• Task goal
Locate the word "JSON" in the entries below, then gather every line that holds it.

[Recorded data]

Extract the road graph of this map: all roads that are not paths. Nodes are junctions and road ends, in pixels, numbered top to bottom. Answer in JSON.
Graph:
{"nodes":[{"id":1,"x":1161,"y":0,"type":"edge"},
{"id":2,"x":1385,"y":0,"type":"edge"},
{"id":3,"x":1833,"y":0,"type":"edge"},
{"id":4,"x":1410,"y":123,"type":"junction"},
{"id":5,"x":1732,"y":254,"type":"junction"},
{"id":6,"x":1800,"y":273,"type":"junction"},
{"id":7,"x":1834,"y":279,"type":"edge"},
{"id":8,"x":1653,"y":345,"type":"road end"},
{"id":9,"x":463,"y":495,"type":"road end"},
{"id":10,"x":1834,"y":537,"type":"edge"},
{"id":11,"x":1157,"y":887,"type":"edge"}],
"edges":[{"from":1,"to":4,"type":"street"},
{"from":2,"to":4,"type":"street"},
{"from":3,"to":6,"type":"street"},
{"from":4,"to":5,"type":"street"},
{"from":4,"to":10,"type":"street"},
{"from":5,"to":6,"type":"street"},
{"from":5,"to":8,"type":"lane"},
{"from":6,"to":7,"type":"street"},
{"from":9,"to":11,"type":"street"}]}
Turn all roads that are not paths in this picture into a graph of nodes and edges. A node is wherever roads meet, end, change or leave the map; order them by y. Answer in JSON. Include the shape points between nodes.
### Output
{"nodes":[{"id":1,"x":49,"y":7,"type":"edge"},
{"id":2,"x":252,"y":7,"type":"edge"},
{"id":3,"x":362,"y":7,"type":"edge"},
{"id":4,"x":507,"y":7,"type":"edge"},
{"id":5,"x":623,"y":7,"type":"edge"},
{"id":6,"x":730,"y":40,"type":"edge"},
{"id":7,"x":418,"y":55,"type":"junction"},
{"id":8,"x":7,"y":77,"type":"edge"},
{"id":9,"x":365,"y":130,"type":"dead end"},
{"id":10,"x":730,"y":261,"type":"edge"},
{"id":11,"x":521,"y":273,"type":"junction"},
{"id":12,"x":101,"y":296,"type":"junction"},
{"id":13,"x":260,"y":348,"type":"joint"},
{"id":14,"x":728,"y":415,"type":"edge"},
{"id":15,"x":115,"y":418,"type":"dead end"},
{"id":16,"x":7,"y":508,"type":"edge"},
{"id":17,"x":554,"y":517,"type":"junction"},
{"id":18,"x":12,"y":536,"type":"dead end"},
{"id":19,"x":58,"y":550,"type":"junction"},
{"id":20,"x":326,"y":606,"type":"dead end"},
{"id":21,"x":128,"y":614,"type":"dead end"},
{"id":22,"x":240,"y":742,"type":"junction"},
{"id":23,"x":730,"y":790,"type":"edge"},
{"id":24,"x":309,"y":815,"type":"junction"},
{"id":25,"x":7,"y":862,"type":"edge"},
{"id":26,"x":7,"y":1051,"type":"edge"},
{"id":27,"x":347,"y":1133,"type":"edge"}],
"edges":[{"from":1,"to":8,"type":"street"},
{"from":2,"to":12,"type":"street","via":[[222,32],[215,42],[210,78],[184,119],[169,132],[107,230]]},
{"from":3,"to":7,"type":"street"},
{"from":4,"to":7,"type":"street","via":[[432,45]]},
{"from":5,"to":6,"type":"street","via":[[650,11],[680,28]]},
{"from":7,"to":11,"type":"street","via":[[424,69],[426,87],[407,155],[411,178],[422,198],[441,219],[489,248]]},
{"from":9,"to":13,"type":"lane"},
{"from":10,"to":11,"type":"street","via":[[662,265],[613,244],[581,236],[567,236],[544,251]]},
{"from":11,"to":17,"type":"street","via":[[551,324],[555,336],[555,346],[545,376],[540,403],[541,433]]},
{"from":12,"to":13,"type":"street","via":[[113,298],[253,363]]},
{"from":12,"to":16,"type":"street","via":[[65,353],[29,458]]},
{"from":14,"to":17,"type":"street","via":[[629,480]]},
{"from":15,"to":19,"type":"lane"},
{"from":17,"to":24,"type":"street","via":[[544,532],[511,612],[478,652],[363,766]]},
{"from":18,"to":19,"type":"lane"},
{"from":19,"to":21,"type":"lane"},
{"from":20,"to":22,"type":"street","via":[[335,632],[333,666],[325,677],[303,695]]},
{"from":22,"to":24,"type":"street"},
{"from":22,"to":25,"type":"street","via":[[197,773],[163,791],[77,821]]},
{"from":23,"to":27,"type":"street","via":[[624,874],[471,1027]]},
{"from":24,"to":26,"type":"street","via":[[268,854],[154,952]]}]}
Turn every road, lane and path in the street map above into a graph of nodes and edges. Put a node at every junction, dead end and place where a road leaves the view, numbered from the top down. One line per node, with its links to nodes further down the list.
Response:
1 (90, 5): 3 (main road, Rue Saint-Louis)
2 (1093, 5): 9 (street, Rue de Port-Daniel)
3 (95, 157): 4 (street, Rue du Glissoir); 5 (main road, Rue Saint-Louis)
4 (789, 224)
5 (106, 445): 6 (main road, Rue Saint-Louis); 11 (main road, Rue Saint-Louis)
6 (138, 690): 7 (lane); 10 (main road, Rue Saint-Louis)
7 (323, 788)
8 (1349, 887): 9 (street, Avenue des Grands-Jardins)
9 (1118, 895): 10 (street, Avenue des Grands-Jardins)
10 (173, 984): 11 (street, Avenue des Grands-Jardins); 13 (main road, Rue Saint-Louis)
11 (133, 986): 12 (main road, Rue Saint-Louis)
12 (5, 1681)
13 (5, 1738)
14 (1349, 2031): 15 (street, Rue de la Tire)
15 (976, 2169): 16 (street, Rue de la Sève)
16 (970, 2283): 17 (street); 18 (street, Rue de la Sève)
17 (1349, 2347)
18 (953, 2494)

• Your response
Extract the road graph of this map: all roads that are not paths. Nodes are junctions and road ends, in pixels, numbered top to bottom. Answer in JSON.
Turn all roads that are not paths in this picture into a graph of nodes and edges. A node is wherever roads meet, end, change or leave the map; order them by y. Answer in JSON. Include the shape points between nodes.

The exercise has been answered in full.